One of the secrets of great data analysis is thoughtful data collection. Great data collection is necessary but not sufficient for great data analysis.
I recently had the unfortunate need to select a new doctor. Every time I had to do this, it has been an exercise in frustration and desperation. And after wasting hours and hours perusing the "data" on doctors, inevitably I give up and just throw a dart at the wall.
Every medical insurer points you to their extensive online resource called the doctors' directory. Apparently, we are supposed to pick a doctor from this directory. There is a lot of data in this directory. A casual search results in hundreds of matches. What are the data available for me to narrow down my selection?
- Which school the doctor graduated from?
- When did the doctor graduate?
- What was the name of the degree?
- How many languages the doctor speak?
- What hospitals the doctor is affiliated with?

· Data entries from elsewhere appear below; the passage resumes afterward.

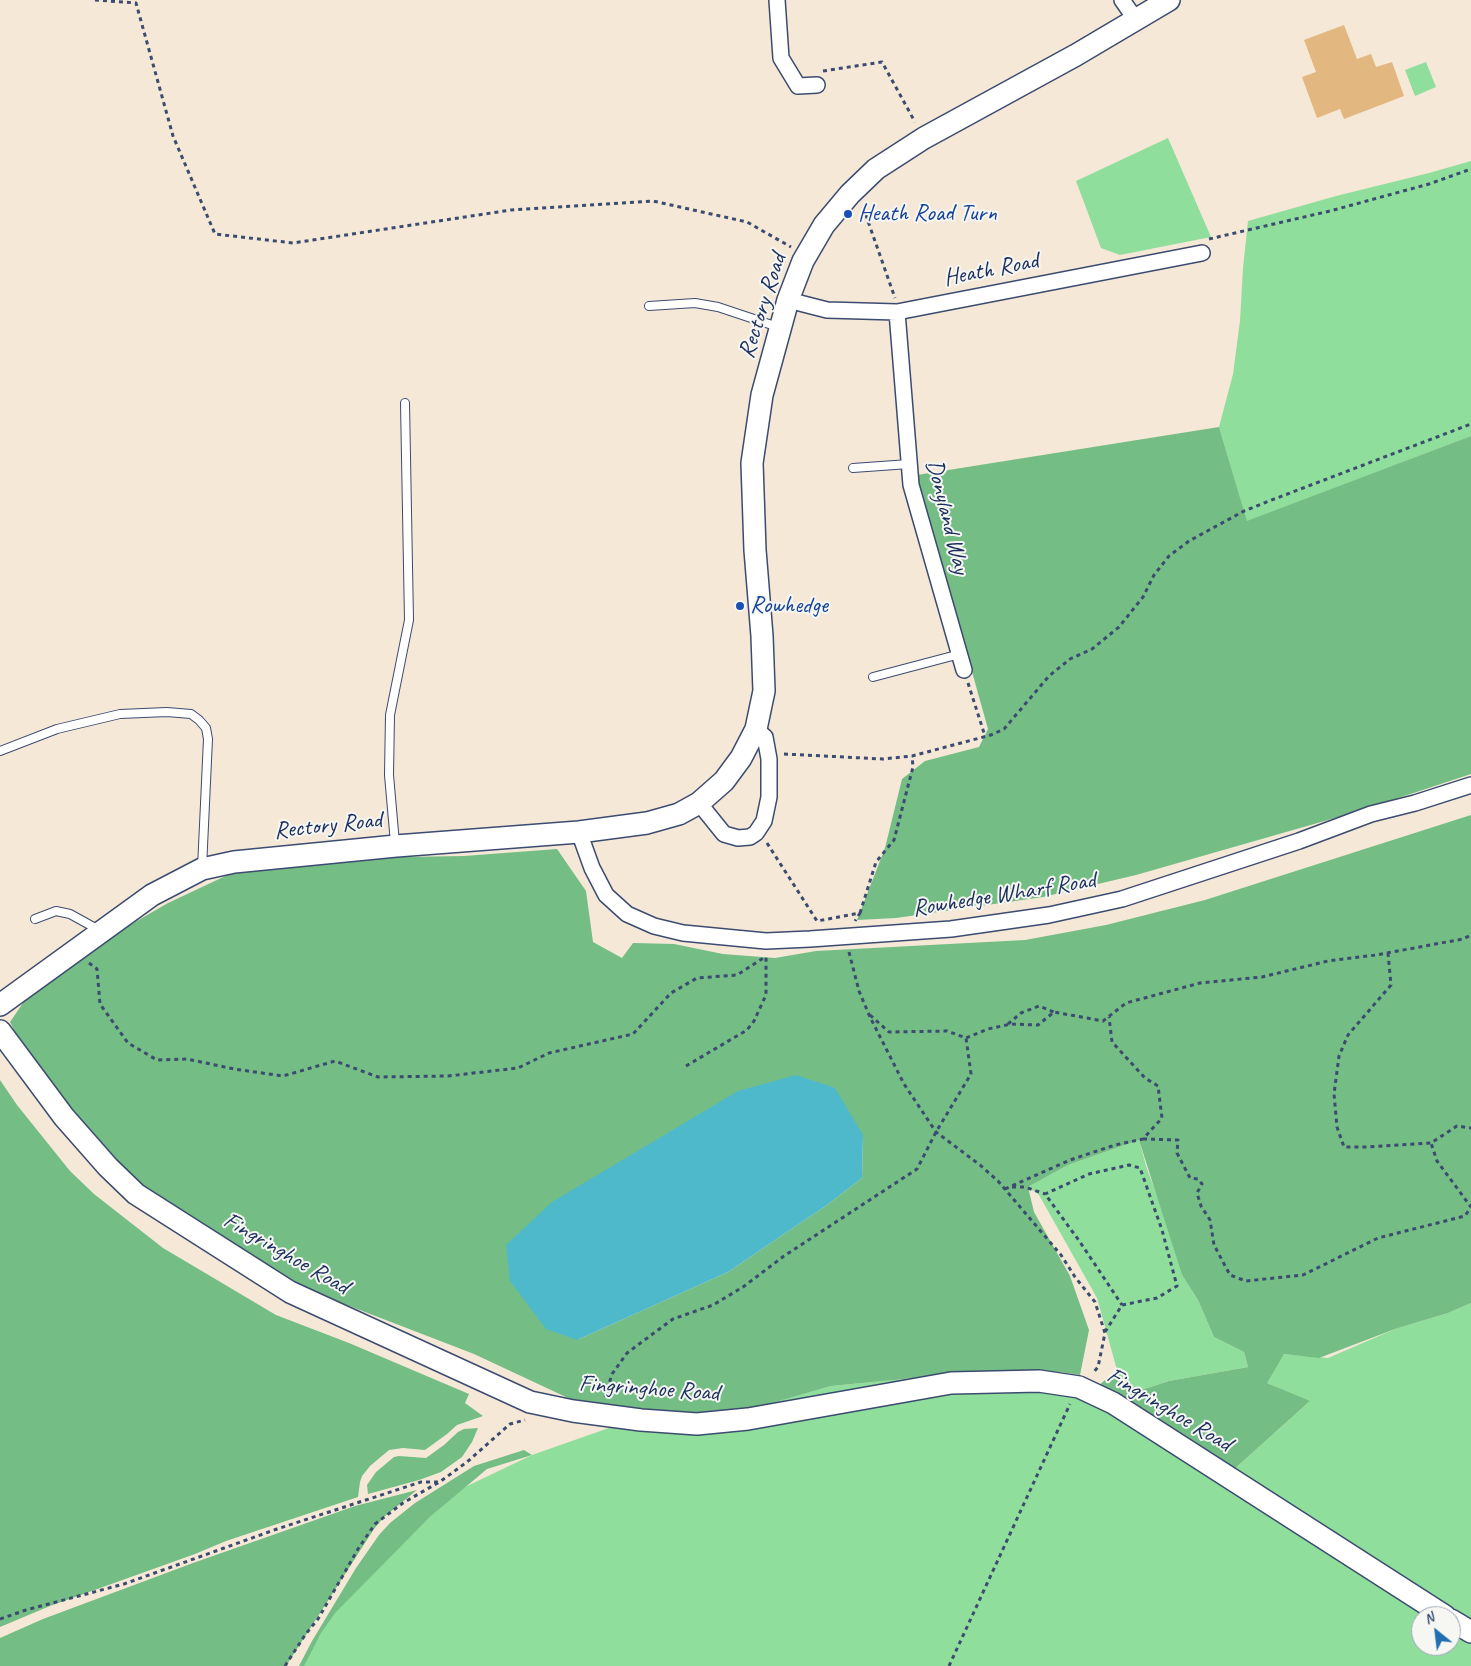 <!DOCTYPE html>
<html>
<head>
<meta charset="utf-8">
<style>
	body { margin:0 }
	#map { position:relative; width:1471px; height:1666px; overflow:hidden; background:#f5e8d7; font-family:Caveat,sans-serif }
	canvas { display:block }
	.north { position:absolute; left:1411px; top:1606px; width:50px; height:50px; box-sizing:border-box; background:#f6f6f2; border:1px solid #9ea6b7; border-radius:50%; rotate:331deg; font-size:14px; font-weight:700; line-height:20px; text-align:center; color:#1b2f5e }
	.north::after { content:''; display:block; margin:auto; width:18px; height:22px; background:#1f6fb2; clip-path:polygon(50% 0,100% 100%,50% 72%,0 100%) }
</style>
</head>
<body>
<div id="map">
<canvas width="1471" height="1666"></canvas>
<div class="north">N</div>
</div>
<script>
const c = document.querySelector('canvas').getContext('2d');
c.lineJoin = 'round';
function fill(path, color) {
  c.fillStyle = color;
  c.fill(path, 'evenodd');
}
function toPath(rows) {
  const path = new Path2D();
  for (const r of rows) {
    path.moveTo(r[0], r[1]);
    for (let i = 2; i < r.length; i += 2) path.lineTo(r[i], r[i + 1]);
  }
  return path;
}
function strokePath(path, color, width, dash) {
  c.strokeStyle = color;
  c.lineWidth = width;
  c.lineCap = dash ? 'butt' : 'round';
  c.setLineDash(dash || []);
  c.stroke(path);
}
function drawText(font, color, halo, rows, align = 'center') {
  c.font = font + ' Caveat,sans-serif';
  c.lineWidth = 4;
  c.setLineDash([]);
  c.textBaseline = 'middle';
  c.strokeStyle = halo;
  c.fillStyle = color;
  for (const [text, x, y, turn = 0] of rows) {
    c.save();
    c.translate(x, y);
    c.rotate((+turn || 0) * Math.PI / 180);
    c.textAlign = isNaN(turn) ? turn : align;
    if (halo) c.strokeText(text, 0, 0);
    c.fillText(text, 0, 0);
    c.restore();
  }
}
fill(toPath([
	[1426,62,1436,87,1415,96,1405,70],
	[1168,138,1211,237,1120,255,1101,248,1076,181],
	[1471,161,1471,436,1247,522,1219,427,1233,374,1240,321,1243,268,1248,221,1336,196,1429,173],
	[1139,1140,1147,1169,1160,1203,1182,1275,1198,1300,1214,1337,1244,1352,1248,1367,1169,1381,1138,1391,1125,1382,1117,1370,1097,1298,1039,1195,1028,1187,1068,1165],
	[1471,1303,1471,1666,299,1666,324,1622,431,1516,463,1488,532,1455,663,1409,750,1409,831,1386,988,1371,1080,1375,1231,1472,1309,1402,1263,1381,1284,1354,1328,1358,1395,1329,1448,1313],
	[1421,1616,1451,1616,1451,1646,1421,1646]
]), '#90de9c');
fill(toPath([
	[1219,427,1247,521,1471,436,1471,774,1356,812,1136,875,1043,897,896,918,857,920,885,848,902,779,925,761,979,747,988,729,917,475],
	[1471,815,1471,1303,1448,1313,1395,1329,1319,1358,1284,1354,1267,1383,1310,1401,1231,1472,1098,1386,1117,1370,1125,1382,1138,1391,1169,1381,1248,1367,1244,1352,1214,1337,1198,1300,1182,1275,1139,1140,1068,1165,1028,1187,1034,1212,1070,1276,1089,1330,1080,1375,1060,1372,988,1371,831,1386,751,1409,662,1416,583,1405,474,1354,308,1290,201,1230,106,1160,47,1095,10,1022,40,978,79,960,123,929,168,903,234,872,343,858,464,856,557,849,586,891,593,942,622,958,633,943,674,944,723,954,775,958,816,951,1025,940,1106,925,1205,900],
	[863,1135,862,1178,827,1205,728,1272,577,1340],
	[0,1080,17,1105,70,1171,94,1194,163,1248,276,1315,349,1343,469,1394,465,1403,483,1416,457,1425,447,1434,425,1450,403,1448,389,1450,370,1466,362,1476,360,1482,358,1497,226,1541,195,1554,50,1606,0,1627],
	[478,1428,472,1442,462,1457,441,1472,419,1480,368,1494,367,1485,376,1472,394,1457,399,1456,426,1458,444,1445,458,1432,464,1429],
	[524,1450,532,1455,487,1469,431,1516,335,1613,321,1633,304,1666,299,1666,312,1641,356,1568,379,1535,390,1523,415,1503,474,1466],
	[417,1490,384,1517,374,1529,286,1666,0,1666,0,1638,43,1619,193,1563,355,1506]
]), '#74bd84');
fill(toPath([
	[796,1075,835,1088,863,1135,862,1178,827,1205,728,1272,577,1340,546,1329,510,1281,506,1245,552,1202,738,1091]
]), '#4fb9cc');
fill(toPath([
	[1344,25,1357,59,1371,54,1376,67,1392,62,1404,96,1344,119,1340,109,1317,118,1302,77,1316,72,1304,40]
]), '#e3b780');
const lane = toPath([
	[649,306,695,303,718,307,778,327],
	[853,468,909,464],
	[873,677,960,654],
	[0,751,57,729,120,714,167,712,191,714,199,720,206,728,208,739,202,868],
	[395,843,389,775,390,715,409,620,405,403],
	[35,919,56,911,70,914,99,930]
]);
const street = toPath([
	[777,0,781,58,798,86,817,85],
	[1122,0,1136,20],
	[788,300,827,310,897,312,1202,253],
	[897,312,911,485,964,670],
	[699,803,724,834,738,838,750,837,756,833,764,821,769,797,769,759,765,737,756,729],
	[579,832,592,868,606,895,627,914,654,926,683,933,766,941,810,939,951,929,1049,915,1122,899,1299,841,1371,814,1415,803,1471,785]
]);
const secondary = toPath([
	[0,1005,152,895,202,869,234,862,396,846,579,832,647,823,679,814,699,803,724,781,741,758,756,729,764,691,762,636,755,550,752,463,762,395,788,300,803,261,824,225,850,194,876,169,924,138,1076,55,1169,0],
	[0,1031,64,1117,108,1167,136,1194,290,1292,530,1402,573,1411,641,1420,697,1424,748,1419,951,1383,1039,1381,1079,1387,1113,1403,1445,1616],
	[1451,1620,1471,1632]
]);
strokePath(lane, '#3c4b70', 10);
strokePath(street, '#3c4b70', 18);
strokePath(secondary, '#3c4b70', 24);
strokePath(toPath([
	[95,0,136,3,173,136,215,234,293,243,511,210,653,201,747,222,791,247],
	[823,71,882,62,915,122],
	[863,207,895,298],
	[1209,239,1330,211,1429,184,1471,169],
	[968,683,985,736],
	[784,754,883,759,912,756,991,735,1004,729,1049,676,1070,659,1092,649,1119,627,1143,597,1154,575,1169,556,1189,541,1244,511,1269,501,1471,424],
	[767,843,817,921,860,913,855,921],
	[860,913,876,862,894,840,913,767,912,756],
	[849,952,859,991,870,1017,904,1084,936,1132,980,1165,998,1181,1061,1255,1075,1277,1095,1302,1105,1333,1098,1367,1093,1373],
	[1388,953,1391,985,1348,1035,1339,1056,1334,1094,1337,1127,1344,1147,1366,1147,1431,1143,1457,1126,1471,1128],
	[89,963,97,969,100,1004,128,1043,157,1060,187,1059,234,1069,283,1076,335,1061,378,1077,448,1076,518,1068,549,1053,633,1034,671,993,697,978,737,975,765,957],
	[870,1015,889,1032,947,1031,966,1038,988,1029,1011,1024,1038,1025,1054,1012,1103,1021,1126,1003,1200,983,1262,977,1328,961,1376,955,1463,939,1471,935],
	[1008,1024,1021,1013,1039,1006,1054,1012],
	[686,1066,747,1030,754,1021,766,995,766,957],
	[1143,1139,1178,1140,1177,1153,1190,1178,1198,1179,1202,1184,1197,1193,1201,1206,1210,1220,1214,1245,1230,1275,1246,1281,1303,1275,1378,1238,1465,1216,1471,1207,1437,1161,1431,1143],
	[1012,1187,1025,1187,1045,1194],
	[1005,1189,1070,1160,1115,1145,1143,1139,1162,1118,1158,1086,1145,1078,1112,1042,1109,1017],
	[1105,1332,1122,1305,1157,1298,1177,1286,1162,1230,1140,1168,1129,1165,1089,1174,1045,1194,1080,1242,1122,1305],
	[605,1397,612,1374,627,1353,654,1333,673,1319,713,1305,743,1287,784,1256,917,1169,936,1132,971,1074,966,1038],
	[0,1619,26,1610,124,1584,277,1529,421,1482,438,1482],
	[285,1666,305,1635,318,1619,358,1549,375,1524,403,1503,441,1481,467,1462,510,1424,525,1420],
	[949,1666,1070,1404]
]), '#3c4b70', 3, [4, 4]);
strokePath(lane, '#fff', 8);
strokePath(street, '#fff', 15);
strokePath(secondary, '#fff', 21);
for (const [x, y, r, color] of [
	[848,214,5,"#1a4fb4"],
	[740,606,5,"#1a4fb4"]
]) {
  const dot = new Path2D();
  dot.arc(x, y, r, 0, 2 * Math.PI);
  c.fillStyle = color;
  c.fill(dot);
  strokePath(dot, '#f6f6f2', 2);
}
drawText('24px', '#164399', '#f6f6f2', [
	["Heath Road Turn",858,214],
	["Rowhedge",750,606]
], 'left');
drawText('24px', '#1b2f5e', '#f6f6f2', [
	["Heath Road",991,270,-11],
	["Rectory Road",763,306,-72],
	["Donyland Way",947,517,76],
	["Rectory Road",328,826,-6],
	["Rowhedge Wharf Road",1004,895,-9],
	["Fingringhoe Road",286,1254,30],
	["Fingringhoe Road",649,1389,4],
	["Fingringhoe Road",1169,1410,31]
]);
</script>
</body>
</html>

- Which medical group the doctor operates within (if any)?
- What are the fields of specialization?
- The address of the office
Conspicuously absent are any data that measure the quality or outcomes of the doctor. There is neither quantitative nor qualitative measure of quality or patient satisfaction. We don't know anything about wait times. It is very challenging to know how big the doctor's practice is.
The data that are provided are essentially just that--data that convey almost no information. I don't think which school the doctor went to matters, nor the name of the degree. Age might be somewhat useful as it indicates amount of experience but the year of graduation is often suppressed. Ethnicity is perhaps useful but it is not present; in some cases, the name reveals this information but not usually.
Hospital affiliations could have been useful if many doctors are not affiliated with many hospitals. I asked a friend of mine who is a doctor whether there are more "selective" hospitals like there are more "selective" universities but he tells me hospital affiliation conveys no information.
Fields of specialization is also useless as I am not looking for a specialist.
Languages spoken is an oddity. If I interpret the data literally, it seems that American doctors have an obsession with learning foreign languages. It is incredible how many of them speak three, four or more languages, including relatively exotic ones. Chances are these doctors have people in the office who speak those foreign languages. In any case, since my primary language is English, I have no inclination to select doctors based on what other languages they (or their staff) speak.
So the only piece of data I can use is the address. Is the doctor close to my home or work?
And that seems to be a poor way of selecting doctors.
PS. While writing this, I am reminded of a continuous stream of useless real-time data: those signal bars on our cellphones. The number of bars and the speed at which a webpage loads are much less correlated than expected.
It's okay if we treat the data as a joke. But somewhere in the world, some data scientists are using the data to do serious work.